(Stored data)
^^^^^^^^

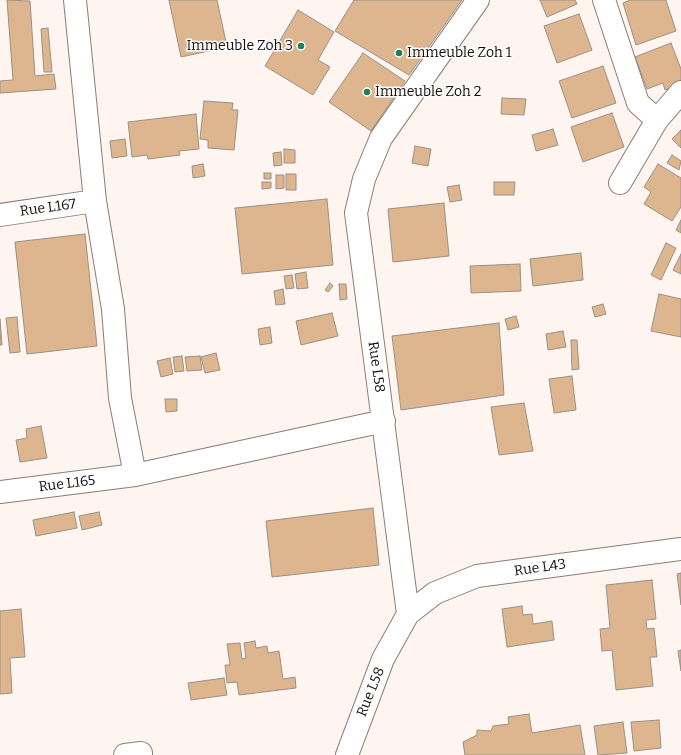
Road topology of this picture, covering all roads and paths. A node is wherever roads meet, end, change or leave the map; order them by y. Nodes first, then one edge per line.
1 (75, 0) edge
2 (478, 0) edge
3 (604, 0) edge
4 (681, 92) edge
5 (657, 120) junction
6 (620, 183) dead end
7 (95, 201) junction
8 (0, 215) edge
9 (384, 421) junction
10 (135, 475) junction
11 (0, 492) edge
12 (681, 549) edge
13 (408, 614) junction
14 (347, 755) edge

1 - 7 street
2 - 9 street, Rue L58
3 - 5 street
4 - 5 street
5 - 6 street
7 - 8 street, Rue L167
7 - 10 street
9 - 10 street, Rue L165
9 - 13 street, Rue L58
10 - 11 street, Rue L165
12 - 13 street, Rue L43
13 - 14 street, Rue L58

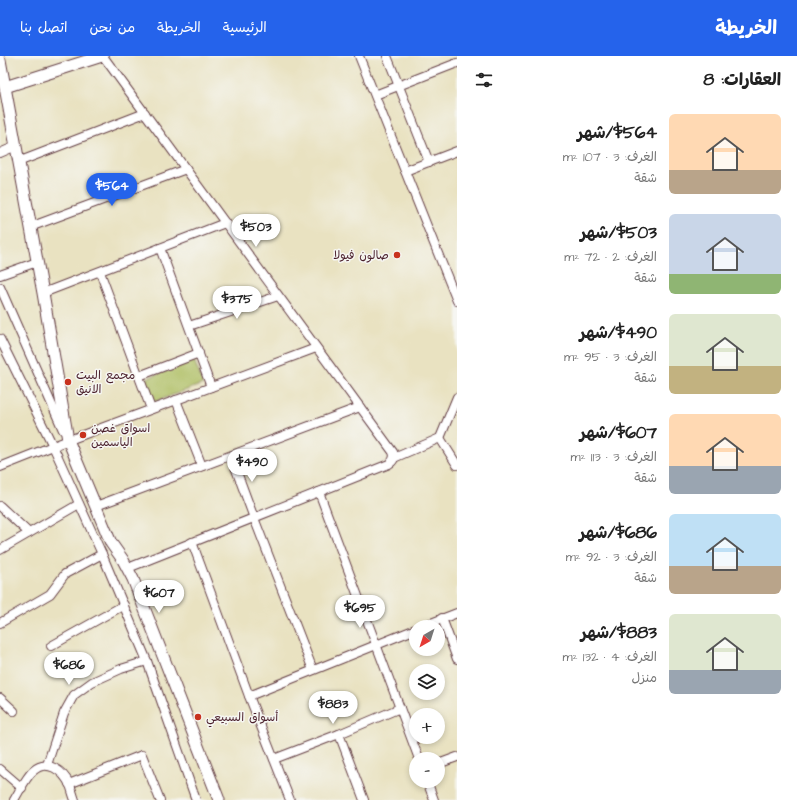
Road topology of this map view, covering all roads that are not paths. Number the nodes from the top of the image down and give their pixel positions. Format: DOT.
graph roads {
  1 [pos="103,56"];
  2 [pos="359,56"];
  3 [pos="387,56"];
  4 [pos="0,60"];
  5 [pos="457,63"];
  6 [pos="398,85"];
  7 [pos="2,88"];
  8 [pos="374,94"];
  9 [pos="145,113"];
  10 [pos="16,146"];
  11 [pos="457,151"];
  12 [pos="0,153"];
  13 [pos="18,162"];
  14 [pos="429,162"];
  15 [pos="186,169"];
  16 [pos="405,172"];
  17 [pos="225,223"];
  18 [pos="30,227"];
  19 [pos="160,248"];
  20 [pos="37,262"];
  21 [pos="100,272"];
  22 [pos="0,275"];
  23 [pos="0,288"];
  24 [pos="42,293"];
  25 [pos="278,296"];
  26 [pos="457,301"];
  27 [pos="189,326"];
  28 [pos="0,339"];
  29 [pos="316,348"];
  30 [pos="199,353"];
  31 [pos="139,376"];
  32 [pos="211,387"];
  33 [pos="457,397"];
  34 [pos="176,400"];
  35 [pos="360,407"];
  36 [pos="152,409"];
  37 [pos="440,438"];
  38 [pos="68,440"];
  39 [pos="53,446"];
  40 [pos="231,456"];
  41 [pos="394,458"];
  42 [pos="457,465"];
  43 [pos="202,466"];
  44 [pos="0,467"];
  45 [pos="319,492"];
  46 [pos="79,504"];
  47 [pos="0,506"];
  48 [pos="96,506"];
  49 [pos="254,518"];
  50 [pos="29,533"];
  51 [pos="192,542"];
  52 [pos="0,550"];
  53 [pos="102,554"];
  54 [pos="128,568"];
  55 [pos="124,605"];
  56 [pos="457,612"];
  57 [pos="442,618"];
  58 [pos="437,620"];
  59 [pos="0,623"];
  60 [pos="409,632"];
  61 [pos="376,645"];
  62 [pos="52,646"];
  63 [pos="457,659"];
  64 [pos="147,661"];
  65 [pos="313,670"];
  66 [pos="249,696"];
  67 [pos="0,698"];
  68 [pos="400,708"];
  69 [pos="14,711"];
  70 [pos="339,734"];
  71 [pos="416,752"];
  72 [pos="457,757"];
  73 [pos="274,759"];
  74 [pos="445,761"];
  75 [pos="46,765"];
  76 [pos="0,769"];
  77 [pos="69,784"];
  78 [pos="22,788"];
  79 [pos="430,788"];
  80 [pos="14,800"];
  81 [pos="75,800"];
  82 [pos="160,800"];
  83 [pos="196,800"];
  84 [pos="219,800"];
  85 [pos="290,800"];
  86 [pos="364,800"];
  87 [pos="434,800"];
  1 -- 7 [label="street"];
  1 -- 9 [label="street"];
  2 -- 8 [label="street"];
  3 -- 6 [label="street"];
  4 -- 7 [label="street"];
  5 -- 6 [label="street"];
  6 -- 8 [label="street"];
  6 -- 14 [label="street"];
  7 -- 10 [label="street"];
  8 -- 16 [label="street"];
  9 -- 13 [label="street"];
  9 -- 15 [label="street"];
  10 -- 12 [label="street"];
  10 -- 13 [label="street"];
  11 -- 14 [label="street"];
  13 -- 18 [label="street"];
  14 -- 16 [label="street"];
  15 -- 17 [label="street"];
  15 -- 18 [label="street"];
  16 -- 26 [label="street"];
  17 -- 19 [label="street"];
  17 -- 25 [label="street"];
  18 -- 20 [label="street"];
  19 -- 21 [label="street"];
  19 -- 27 [label="street"];
  20 -- 22 [label="street"];
  20 -- 24 [label="street"];
  21 -- 24 [label="street"];
  21 -- 31 [label="street"];
  23 -- 38 [label="street"];
  24 -- 38 [label="street"];
  25 -- 27 [label="street"];
  25 -- 29 [label="street"];
  27 -- 30 [label="street"];
  28 -- 39 [label="street"];
  29 -- 32 [label="street"];
  29 -- 35 [label="street"];
  30 -- 31 [label="street"];
  30 -- 32 [label="street"];
  31 -- 36 [label="street"];
  32 -- 34 [label="street"];
  33 -- 37 [label="street"];
  34 -- 36 [label="street"];
  34 -- 43 [label="street"];
  35 -- 40 [label="street"];
  35 -- 41 [label="street"];
  36 -- 38 [label="street"];
  37 -- 41 [label="street"];
  37 -- 42 [label="street"];
  38 -- 39 [label="street"];
  38 -- 48 [label="street"];
  39 -- 44 [label="street"];
  39 -- 46 [label="street"];
  40 -- 43 [label="street"];
  40 -- 49 [label="street"];
  41 -- 45 [label="street"];
  43 -- 48 [label="street"];
  45 -- 49 [label="street"];
  45 -- 61 [label="street"];
  46 -- 50 [label="street"];
  46 -- 53 [label="street"];
  47 -- 50 [label="street"];
  48 -- 54 [label="street"];
  49 -- 51 [label="street"];
  49 -- 65 [label="street"];
  50 -- 52 [label="street"];
  51 -- 54 [label="street"];
  51 -- 66 [label="street"];
  53 -- 55 [label="street"];
  53 -- 59 [label="street"];
  54 -- 84 [label="street"];
  55 -- 62 [label="street"];
  55 -- 64 [label="street"];
  56 -- 57 [label="street"];
  57 -- 58 [label="street"];
  57 -- 63 [label="street"];
  60 -- 61 [label="street"];
  61 -- 65 [label="street"];
  61 -- 68 [label="street"];
  64 -- 75 [label="street"];
  64 -- 83 [label="street"];
  65 -- 66 [label="street"];
  66 -- 73 [label="street"];
  67 -- 69 [label="street"];
  68 -- 70 [label="street"];
  68 -- 71 [label="street"];
  70 -- 73 [label="street"];
  70 -- 86 [label="street"];
  72 -- 74 [label="street"];
  73 -- 85 [label="street"];
  75 -- 77 [label="street"];
  75 -- 78 [label="street"];
  76 -- 78 [label="street"];
  77 -- 81 [label="street"];
  77 -- 82 [label="street"];
  78 -- 80 [label="street"];
  79 -- 87 [label="street"];
}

^^^^^^^^

- _Directions for this task_: Each line in which the string "covering" is found must be copied from the data.

- _Result for this task_:
Road topology of this picture, covering all roads and paths. A node is wherever roads meet, end, change or leave the map; order them by y. Nodes first, then one edge per line.
Road topology of this map view, covering all roads that are not paths. Number the nodes from the top of the image down and give their pixel positions. Format: DOT.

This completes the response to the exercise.